I have an integer variable (declared implicitly to be INTEGER*4) that is being changed unexpectedly at one point in an overall looping structure from 51 to -1074038743. I have verified that it is only assigned in the one place where I am intending it to be.
I have placed WRITE statements in several strategic places and after this it is still unclear to me why it is being changed. It changes (in one iteration of the innermost loop) from one section of code to the other where the variable in question is only involved as a bound for a DO loop. I have verified that the program misbehaves in the same way on consecutive compilations/runs. [EDIT] this is just some pseudo code to outline the overall program structure.
DO 13 I = 1, NUM1
DO 40 J = 1, NUM2
NV = 51
.... some code
WRITE(*,*) NV
.... some code
WRITE(*,*) NV
.... some code
WRITE(*,*) NV
40 CONTINUE
13 CONTINUE
It is on the third WRITE statement that the value has been corrupted. This happens about 16 minutes into the run of the program (about 10% of the way through). Here is the relevant code between the second and third WRITE statements above.
DO 167 I8 = JNPR, INPR
WRITE(*,*)"in i8 loop,i8, NV= ", i8, NV
R12S = 0
ROVS = 0
STORE(M0) = E(I8)
M0 = M0 + 1
numb = inpr - jnpr + 1
WRITE(*,'(8/,A,i4,A,i4,A,8/)')'..on ',jvcnt,'of',numb,'cases..'
jvcnt = jvcnt + 1
WRITE(*,*)"HERE 21",NLS(I8,1),NLS(I8,2),I8
EB=E(NLS(I8,1))+E(i8)
WRITE(*,*)"HERE 22"
EA=E(NLS(I8,2))+E(i8)
E1=QABS(EB-EDALL)
E2=QABS(EA-EDALL)
W(1)=1/E1
W(2)=1/E2
W12=W(1)+W(2)
WP(1)=W(1)/W12
WP(2)=W(2)/W12
WP22=WP(2)**2
WP12=WP(1)**2
ED=QABS((WP(1)*E(NLS(I8,1))+WP(2)*E(NLS(I8,2)))-E(I8))
G1=NLS(i8,1)
G2=NLS(i8,2)
WRITE(17,988) "i8",i8,"EB",EB,"EA",EA,"E1",E1,"E2",E2,"W(1)",W(1)

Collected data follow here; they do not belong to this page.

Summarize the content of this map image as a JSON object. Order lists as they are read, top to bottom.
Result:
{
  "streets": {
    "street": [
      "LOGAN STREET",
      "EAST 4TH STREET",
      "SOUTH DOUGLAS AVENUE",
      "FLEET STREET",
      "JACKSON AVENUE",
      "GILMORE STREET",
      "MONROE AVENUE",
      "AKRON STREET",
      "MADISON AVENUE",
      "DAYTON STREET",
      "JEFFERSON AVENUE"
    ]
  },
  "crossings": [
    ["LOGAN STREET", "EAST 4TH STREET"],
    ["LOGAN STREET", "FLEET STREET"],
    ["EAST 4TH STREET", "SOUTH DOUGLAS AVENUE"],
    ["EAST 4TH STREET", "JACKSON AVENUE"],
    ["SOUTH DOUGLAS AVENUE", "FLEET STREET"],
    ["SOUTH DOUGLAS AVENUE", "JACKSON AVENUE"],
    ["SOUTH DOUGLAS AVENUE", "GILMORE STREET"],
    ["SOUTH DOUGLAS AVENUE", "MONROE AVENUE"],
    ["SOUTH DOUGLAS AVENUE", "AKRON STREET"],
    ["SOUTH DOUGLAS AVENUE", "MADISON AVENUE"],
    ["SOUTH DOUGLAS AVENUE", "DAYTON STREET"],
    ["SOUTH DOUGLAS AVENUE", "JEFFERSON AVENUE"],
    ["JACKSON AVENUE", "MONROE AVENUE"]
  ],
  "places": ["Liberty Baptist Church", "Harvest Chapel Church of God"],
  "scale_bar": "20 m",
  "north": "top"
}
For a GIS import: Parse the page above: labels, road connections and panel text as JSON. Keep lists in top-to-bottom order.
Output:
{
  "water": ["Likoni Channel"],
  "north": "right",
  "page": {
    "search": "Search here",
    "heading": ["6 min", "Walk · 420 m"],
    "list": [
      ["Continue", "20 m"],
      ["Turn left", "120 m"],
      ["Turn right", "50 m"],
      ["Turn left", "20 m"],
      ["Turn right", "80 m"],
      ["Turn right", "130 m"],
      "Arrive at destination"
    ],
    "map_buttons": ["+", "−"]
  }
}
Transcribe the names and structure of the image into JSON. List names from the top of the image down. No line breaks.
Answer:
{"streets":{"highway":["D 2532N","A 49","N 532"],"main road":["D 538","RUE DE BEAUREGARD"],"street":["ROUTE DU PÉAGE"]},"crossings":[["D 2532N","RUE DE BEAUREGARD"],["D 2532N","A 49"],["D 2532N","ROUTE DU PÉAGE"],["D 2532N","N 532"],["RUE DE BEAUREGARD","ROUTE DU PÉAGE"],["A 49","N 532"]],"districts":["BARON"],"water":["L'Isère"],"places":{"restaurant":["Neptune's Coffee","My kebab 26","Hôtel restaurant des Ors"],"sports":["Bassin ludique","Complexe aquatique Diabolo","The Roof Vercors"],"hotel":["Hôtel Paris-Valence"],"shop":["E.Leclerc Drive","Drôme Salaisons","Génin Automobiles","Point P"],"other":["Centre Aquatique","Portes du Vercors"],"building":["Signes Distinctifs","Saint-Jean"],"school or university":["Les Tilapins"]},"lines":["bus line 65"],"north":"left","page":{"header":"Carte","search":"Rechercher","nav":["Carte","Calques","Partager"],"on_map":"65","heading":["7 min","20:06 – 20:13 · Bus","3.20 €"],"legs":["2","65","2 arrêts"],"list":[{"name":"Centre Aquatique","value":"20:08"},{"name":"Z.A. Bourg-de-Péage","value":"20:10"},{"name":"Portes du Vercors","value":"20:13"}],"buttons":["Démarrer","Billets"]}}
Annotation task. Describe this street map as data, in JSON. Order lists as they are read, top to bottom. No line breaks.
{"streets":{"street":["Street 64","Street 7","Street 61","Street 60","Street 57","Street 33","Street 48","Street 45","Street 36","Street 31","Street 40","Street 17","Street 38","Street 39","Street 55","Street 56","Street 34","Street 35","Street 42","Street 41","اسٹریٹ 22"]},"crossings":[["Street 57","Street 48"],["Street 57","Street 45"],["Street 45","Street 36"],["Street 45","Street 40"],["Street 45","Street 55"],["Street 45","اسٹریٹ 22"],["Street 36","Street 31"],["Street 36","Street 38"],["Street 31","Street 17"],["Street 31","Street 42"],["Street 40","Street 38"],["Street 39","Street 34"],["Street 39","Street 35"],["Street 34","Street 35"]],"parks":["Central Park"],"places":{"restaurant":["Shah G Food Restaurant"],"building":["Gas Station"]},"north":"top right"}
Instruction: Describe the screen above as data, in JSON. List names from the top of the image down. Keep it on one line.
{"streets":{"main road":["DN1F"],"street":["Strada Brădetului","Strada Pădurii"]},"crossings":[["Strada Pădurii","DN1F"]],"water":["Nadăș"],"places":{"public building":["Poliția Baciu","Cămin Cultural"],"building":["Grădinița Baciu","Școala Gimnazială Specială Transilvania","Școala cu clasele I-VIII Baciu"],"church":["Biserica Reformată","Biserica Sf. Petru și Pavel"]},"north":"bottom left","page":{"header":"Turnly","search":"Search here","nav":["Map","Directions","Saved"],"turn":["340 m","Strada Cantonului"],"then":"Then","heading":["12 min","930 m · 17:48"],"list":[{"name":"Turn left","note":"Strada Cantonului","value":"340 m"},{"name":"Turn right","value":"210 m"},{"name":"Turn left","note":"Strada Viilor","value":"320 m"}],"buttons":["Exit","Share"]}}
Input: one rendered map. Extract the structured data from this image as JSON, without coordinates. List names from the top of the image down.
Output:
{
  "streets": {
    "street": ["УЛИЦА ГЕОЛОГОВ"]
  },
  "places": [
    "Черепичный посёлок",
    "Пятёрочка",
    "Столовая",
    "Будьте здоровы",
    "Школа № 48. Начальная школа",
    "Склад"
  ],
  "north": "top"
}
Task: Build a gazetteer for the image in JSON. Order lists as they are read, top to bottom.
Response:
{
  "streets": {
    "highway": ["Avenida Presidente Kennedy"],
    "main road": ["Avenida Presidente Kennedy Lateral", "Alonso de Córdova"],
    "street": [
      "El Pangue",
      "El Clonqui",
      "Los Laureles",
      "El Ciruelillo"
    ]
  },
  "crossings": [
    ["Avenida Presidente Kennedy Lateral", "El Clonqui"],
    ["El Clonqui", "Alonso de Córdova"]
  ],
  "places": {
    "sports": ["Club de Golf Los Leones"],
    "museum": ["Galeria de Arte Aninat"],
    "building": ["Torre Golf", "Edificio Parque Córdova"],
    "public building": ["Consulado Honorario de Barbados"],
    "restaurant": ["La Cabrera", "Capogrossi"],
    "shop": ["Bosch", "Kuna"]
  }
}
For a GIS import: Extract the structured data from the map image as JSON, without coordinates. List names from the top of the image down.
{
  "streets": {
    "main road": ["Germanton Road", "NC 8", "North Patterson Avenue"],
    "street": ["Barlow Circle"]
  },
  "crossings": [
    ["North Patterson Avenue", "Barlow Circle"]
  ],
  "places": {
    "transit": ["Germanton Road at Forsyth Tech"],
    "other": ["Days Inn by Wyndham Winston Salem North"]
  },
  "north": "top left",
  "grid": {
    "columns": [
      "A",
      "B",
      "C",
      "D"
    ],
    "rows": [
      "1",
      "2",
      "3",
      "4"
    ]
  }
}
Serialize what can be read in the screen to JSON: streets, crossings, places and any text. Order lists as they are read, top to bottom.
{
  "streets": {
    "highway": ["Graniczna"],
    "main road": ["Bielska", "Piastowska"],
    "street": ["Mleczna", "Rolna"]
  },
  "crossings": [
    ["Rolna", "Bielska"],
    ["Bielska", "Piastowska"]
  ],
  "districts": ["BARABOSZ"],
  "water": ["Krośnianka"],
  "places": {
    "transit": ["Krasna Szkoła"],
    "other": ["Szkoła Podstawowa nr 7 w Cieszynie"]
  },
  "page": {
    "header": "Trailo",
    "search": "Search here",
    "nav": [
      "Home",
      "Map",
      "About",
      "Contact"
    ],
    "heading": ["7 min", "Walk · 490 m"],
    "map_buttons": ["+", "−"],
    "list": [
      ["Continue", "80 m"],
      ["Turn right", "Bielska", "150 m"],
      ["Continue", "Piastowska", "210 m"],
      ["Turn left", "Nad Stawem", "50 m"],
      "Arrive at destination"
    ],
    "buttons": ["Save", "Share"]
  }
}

1 ,"W(2)",W(2),"w12",w12,"WP(1)",WP(1),"E(NLS(I8,1))",G1,
1 "E(NLS(i8,2))",G2,"ED",ED
988 format(1x,a,i3,11(A,D26.19,/))
DO 169 I9 = 1,2
WRITE(*,*)"in i9 loop,i9, NV= ", i9, NV`
I'm not sure how to get a reproducible example (when I tried to the problem wasn't really happening). It seems to take place in the context of my code (which is about 6000 lines long), but I have verified that the integer variable in question was never re-assigned, so I was hoping someone might shed some general light on what could cause this.
I get notified by a segmentation fault because NV is used as an index, but my own troubleshooting this revealed to me that NV itself was the problem as described above.
The code fragment is probably insufficient to find the error.
What I do in these cases: compile the program with:
gfortran -O0 -g -Wall -pedantic -fcheck=all
and change code until all compile-warnings and run-time errors have disappeared.
If the program still misbehaves: install valgrind, and run the program under valgrind as in:
valgrind ./a.out
and analyze the output of valgrind. This has helped me a lot.